──────── Raw data ────────
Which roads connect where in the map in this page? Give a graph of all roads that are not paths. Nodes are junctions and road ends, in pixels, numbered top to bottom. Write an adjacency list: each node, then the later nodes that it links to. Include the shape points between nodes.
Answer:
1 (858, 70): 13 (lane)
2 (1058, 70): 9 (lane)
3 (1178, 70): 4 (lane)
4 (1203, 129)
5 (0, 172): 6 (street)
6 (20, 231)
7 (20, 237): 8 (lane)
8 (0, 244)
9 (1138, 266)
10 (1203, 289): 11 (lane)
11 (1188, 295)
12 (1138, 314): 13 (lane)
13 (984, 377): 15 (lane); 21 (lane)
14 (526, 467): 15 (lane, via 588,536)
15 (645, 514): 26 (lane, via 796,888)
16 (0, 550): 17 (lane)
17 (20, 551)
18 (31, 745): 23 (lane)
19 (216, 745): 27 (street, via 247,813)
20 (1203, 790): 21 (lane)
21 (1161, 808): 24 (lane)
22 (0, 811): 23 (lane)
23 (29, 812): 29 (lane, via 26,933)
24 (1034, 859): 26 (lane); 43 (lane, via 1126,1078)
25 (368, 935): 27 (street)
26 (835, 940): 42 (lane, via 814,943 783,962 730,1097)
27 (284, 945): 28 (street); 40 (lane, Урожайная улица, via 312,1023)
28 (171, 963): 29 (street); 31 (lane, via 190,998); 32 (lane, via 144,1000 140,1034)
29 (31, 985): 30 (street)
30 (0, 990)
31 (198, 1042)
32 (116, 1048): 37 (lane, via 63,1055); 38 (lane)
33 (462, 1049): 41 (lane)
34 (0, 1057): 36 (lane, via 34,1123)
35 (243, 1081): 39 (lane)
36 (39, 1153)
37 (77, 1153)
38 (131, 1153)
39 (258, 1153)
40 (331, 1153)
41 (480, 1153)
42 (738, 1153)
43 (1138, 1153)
────────
- _Assigned task_: Each of the entries above is to be repeated exactly.

- _Reply to the task_:
Which roads connect where in the map in this page? Give a graph of all roads that are not paths. Nodes are junctions and road ends, in pixels, numbered top to bottom. Write an adjacency list: each node, then the later nodes that it links to. Include the shape points between nodes.
Answer:
1 (858, 70): 13 (lane)
2 (1058, 70): 9 (lane)
3 (1178, 70): 4 (lane)
4 (1203, 129)
5 (0, 172): 6 (street)
6 (20, 231)
7 (20, 237): 8 (lane)
8 (0, 244)
9 (1138, 266)
10 (1203, 289): 11 (lane)
11 (1188, 295)
12 (1138, 314): 13 (lane)
13 (984, 377): 15 (lane); 21 (lane)
14 (526, 467): 15 (lane, via 588,536)
15 (645, 514): 26 (lane, via 796,888)
16 (0, 550): 17 (lane)
17 (20, 551)
18 (31, 745): 23 (lane)
19 (216, 745): 27 (street, via 247,813)
20 (1203, 790): 21 (lane)
21 (1161, 808): 24 (lane)
22 (0, 811): 23 (lane)
23 (29, 812): 29 (lane, via 26,933)
24 (1034, 859): 26 (lane); 43 (lane, via 1126,1078)
25 (368, 935): 27 (street)
26 (835, 940): 42 (lane, via 814,943 783,962 730,1097)
27 (284, 945): 28 (street); 40 (lane, Урожайная улица, via 312,1023)
28 (171, 963): 29 (street); 31 (lane, via 190,998); 32 (lane, via 144,1000 140,1034)
29 (31, 985): 30 (street)
30 (0, 990)
31 (198, 1042)
32 (116, 1048): 37 (lane, via 63,1055); 38 (lane)
33 (462, 1049): 41 (lane)
34 (0, 1057): 36 (lane, via 34,1123)
35 (243, 1081): 39 (lane)
36 (39, 1153)
37 (77, 1153)
38 (131, 1153)
39 (258, 1153)
40 (331, 1153)
41 (480, 1153)
42 (738, 1153)
43 (1138, 1153)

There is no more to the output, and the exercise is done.